SE-0270 (Review #2): Add Collection Operations on Noncontiguous Elements

rxwei · December 18, 2019, 7:19pm

With respect to side effects, I believe gather(_:at:) is a reasonable name because it reads like an imperative phrase, which conforms to the Swift API design guideline for mutating methods.

As for the "gather" operation in the ML domain, for example, one such Swift library names this operation gathering(atIndices:alongAxis:), which is in line with API design guidelines.

That said, I do think gather(_:at:) is very unclear at call sites. The first argument is expected to be indices, but it does not have an argument label. This makes call sites read like it's gathering a bunch of integers, not elements at those positions.

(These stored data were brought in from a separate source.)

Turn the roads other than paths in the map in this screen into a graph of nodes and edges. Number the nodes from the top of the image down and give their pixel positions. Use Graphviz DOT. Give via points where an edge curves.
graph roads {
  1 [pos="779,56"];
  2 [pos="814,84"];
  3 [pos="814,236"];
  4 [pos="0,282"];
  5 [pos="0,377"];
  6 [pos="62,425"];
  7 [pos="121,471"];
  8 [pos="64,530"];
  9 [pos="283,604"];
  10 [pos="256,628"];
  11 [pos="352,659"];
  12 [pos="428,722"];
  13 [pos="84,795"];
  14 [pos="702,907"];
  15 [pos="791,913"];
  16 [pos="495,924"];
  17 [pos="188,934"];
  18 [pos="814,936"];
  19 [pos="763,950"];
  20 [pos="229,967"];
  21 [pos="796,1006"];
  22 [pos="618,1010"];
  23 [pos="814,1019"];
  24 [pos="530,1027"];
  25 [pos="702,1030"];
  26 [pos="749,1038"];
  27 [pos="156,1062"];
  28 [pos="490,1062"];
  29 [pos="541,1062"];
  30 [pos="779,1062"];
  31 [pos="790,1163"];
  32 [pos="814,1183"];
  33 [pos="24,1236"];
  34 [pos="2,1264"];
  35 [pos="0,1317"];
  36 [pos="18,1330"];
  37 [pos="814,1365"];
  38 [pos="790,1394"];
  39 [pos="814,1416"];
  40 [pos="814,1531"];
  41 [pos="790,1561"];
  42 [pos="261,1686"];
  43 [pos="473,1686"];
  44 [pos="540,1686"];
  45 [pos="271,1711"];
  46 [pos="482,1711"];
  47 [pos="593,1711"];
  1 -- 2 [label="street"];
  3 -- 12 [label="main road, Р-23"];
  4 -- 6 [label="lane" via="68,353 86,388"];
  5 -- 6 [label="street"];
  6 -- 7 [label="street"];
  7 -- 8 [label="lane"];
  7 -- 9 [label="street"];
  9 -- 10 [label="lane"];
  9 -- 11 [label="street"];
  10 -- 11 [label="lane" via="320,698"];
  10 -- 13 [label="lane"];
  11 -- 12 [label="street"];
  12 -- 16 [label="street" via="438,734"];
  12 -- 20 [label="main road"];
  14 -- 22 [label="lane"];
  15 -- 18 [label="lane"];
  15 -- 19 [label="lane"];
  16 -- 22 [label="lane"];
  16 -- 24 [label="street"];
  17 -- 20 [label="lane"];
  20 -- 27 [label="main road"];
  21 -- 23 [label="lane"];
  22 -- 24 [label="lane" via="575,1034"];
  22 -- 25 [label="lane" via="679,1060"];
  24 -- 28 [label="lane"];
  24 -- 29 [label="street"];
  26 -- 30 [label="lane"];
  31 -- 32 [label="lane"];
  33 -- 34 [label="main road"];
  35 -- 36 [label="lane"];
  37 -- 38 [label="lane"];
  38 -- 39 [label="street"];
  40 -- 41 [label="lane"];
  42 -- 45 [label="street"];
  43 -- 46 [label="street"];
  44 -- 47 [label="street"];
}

// Am I gathering 1 and 3, or elements at 1 and 3?
array.gather([1, 3], at: 2)

I think moveElements as a base name, as Chris suggested, is better, because it clearly indicates element movement. To indicate where elements are moved to and from, the full name can be moveElements(at:to:).

dabrahams · December 18, 2019, 10:58pm

Chris' point about this name colliding with the numerics domain is well-taken. Scatter/gather isn't just an ML thing; if it were that much of a niche operation, I'd be less concerned.

Chris_Lattner3 · December 18, 2019, 11:15pm

Right, I'm not specifically concerned about ML. This operation is rearranging elements within a collection - using a verb like "move" or "rearrange" seems more likely to form a method family.

Using 'move' in particular is attractive to me, because when move semantics appear in the future, I suspect that movement of things will grow in importance.

dabrahams · December 18, 2019, 11:16pm

Drop `ExpressibleByArrayLiteral` Conformance

My second issue with the proposal is nicely illustrated by this example:

There are two problems here. The first is that the proposal doesn't make that code legal. You'd have to write:

array.gather([1..<2, 3..<4], at: 2)

Usefulness

But even with that change, I think the example is unintentionally misleading, because in real use cases we almost never have a set that can be expressed as a literal array of ranges. The one exception I can think of occurs when we have a single index (which is surely in some named variable):

array.gather([source..<a.index(after: source)], at: destination)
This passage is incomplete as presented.